Every record below is to be retyped exactly.
[Opening Data to use section]
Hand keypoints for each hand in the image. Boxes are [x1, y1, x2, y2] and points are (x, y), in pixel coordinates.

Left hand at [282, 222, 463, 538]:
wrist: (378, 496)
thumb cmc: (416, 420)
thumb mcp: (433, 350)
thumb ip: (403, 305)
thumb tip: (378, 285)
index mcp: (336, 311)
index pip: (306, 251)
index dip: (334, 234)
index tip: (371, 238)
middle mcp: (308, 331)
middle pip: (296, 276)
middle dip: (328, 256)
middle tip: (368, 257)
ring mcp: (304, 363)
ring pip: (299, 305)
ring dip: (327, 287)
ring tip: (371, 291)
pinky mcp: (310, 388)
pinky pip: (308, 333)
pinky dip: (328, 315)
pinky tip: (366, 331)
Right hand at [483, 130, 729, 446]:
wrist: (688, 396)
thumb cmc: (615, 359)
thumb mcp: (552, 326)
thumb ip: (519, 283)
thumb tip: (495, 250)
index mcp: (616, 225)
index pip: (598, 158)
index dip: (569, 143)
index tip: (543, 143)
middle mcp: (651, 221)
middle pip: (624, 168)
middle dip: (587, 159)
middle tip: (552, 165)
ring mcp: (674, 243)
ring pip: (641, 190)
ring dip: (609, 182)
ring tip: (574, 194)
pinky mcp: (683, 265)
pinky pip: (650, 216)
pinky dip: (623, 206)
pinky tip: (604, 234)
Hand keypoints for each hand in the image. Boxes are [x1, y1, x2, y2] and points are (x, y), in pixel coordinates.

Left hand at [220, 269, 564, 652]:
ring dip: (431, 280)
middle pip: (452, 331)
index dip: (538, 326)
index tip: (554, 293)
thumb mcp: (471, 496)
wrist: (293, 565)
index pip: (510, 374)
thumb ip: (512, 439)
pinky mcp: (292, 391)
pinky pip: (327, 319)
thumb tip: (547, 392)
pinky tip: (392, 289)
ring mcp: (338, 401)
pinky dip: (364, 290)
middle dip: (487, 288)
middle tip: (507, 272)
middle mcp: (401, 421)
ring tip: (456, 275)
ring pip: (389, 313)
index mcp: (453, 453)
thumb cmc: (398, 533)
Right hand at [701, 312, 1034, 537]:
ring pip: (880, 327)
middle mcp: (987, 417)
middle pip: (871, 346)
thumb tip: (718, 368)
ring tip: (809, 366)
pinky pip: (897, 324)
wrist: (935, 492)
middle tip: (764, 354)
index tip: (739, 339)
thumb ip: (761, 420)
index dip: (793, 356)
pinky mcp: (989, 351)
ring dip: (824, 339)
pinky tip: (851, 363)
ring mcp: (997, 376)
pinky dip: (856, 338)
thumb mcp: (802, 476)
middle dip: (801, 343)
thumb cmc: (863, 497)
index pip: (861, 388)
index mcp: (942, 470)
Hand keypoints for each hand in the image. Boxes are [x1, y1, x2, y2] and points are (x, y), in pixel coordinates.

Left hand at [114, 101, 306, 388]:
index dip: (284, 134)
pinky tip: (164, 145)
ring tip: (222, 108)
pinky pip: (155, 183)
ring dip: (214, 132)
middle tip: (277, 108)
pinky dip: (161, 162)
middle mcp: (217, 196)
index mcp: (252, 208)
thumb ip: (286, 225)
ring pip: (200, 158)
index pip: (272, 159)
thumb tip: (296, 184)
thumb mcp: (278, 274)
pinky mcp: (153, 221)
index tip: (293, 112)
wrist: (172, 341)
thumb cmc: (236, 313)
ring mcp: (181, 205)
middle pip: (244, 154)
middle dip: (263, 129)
[Closing Data to use section]
- **Exercise solution**:
Hand keypoints for each hand in the image. Boxes are [x1, y1, x2, y2] and points are (x, y), in pixel coordinates.

Left hand at [282, 222, 463, 538]:
wrist: (378, 496)
thumb cmc: (416, 420)
thumb mcp: (433, 350)
thumb ip: (403, 305)
thumb tip: (378, 285)
index mcp: (336, 311)
index pip: (306, 251)
index dip: (334, 234)
index tip: (371, 238)
middle mcp: (308, 331)
middle pip: (296, 276)
middle dip: (328, 256)
middle tip: (368, 257)
ring mcp: (304, 363)
ring pip: (299, 305)
ring dip: (327, 287)
ring tip: (371, 291)
pinky mcp: (310, 388)
pinky pip: (308, 333)
pinky dip: (328, 315)
pinky tip: (366, 331)
Right hand at [483, 130, 729, 446]:
wrist: (688, 396)
thumb cmc: (615, 359)
thumb mcp: (552, 326)
thumb ip: (519, 283)
thumb tip: (495, 250)
index mcp: (616, 225)
index pip: (598, 158)
index dip: (569, 143)
index tip: (543, 143)
middle mcp: (651, 221)
middle pip: (624, 168)
middle dip: (587, 159)
middle tip: (552, 165)
ring mcp: (674, 243)
ring pip: (641, 190)
ring dip: (609, 182)
ring tip: (574, 194)
pinky mcp: (683, 265)
pinky pip: (650, 216)
pinky dip: (623, 206)
pinky tip: (604, 234)
Hand keypoints for each hand in the image. Boxes are [x1, y1, x2, y2] and points are (x, y), in pixel coordinates.

Left hand at [220, 269, 564, 652]:
ring dip: (431, 280)
middle pip: (452, 331)
index dip: (538, 326)
index tip: (554, 293)
thumb mcp: (471, 496)
wrist: (293, 565)
index pip: (510, 374)
thumb ip: (512, 439)
pinky mcp: (292, 391)
pinky pip: (327, 319)
thumb tip: (547, 392)
pinky tip: (392, 289)
ring mcp: (338, 401)
pinky dip: (364, 290)
middle dip: (487, 288)
middle tip: (507, 272)
middle mcp: (401, 421)
ring tip: (456, 275)
ring pip: (389, 313)
index mcp: (453, 453)
thumb cmc: (398, 533)
Right hand at [701, 312, 1034, 537]:
ring pip: (880, 327)
middle mcp: (987, 417)
middle pip: (871, 346)
thumb tip: (718, 368)
ring tip: (809, 366)
pinky pip: (897, 324)
wrist: (935, 492)
middle tip: (764, 354)
index tip: (739, 339)
thumb ip: (761, 420)
index dip: (793, 356)
pinky mcp: (989, 351)
ring dip: (824, 339)
pinky tip: (851, 363)
ring mcp: (997, 376)
pinky dip: (856, 338)
thumb mcp: (802, 476)
middle dip: (801, 343)
thumb cmc: (863, 497)
index pip: (861, 388)
index mcp: (942, 470)
Hand keypoints for each hand in the image. Boxes are [x1, y1, x2, y2] and points are (x, y), in pixel coordinates.

Left hand at [114, 101, 306, 388]:
index dip: (284, 134)
pinky tip: (164, 145)
ring tip: (222, 108)
pinky pip: (155, 183)
ring dip: (214, 132)
middle tip: (277, 108)
pinky dip: (161, 162)
middle mcp: (217, 196)
index mcp: (252, 208)
thumb ip: (286, 225)
ring pip: (200, 158)
index pip: (272, 159)
thumb tip: (296, 184)
thumb mcp: (278, 274)
pinky mcp: (153, 221)
index tip: (293, 112)
wrist: (172, 341)
thumb cmc: (236, 313)
ring mcp: (181, 205)
middle pip: (244, 154)
middle dip: (263, 129)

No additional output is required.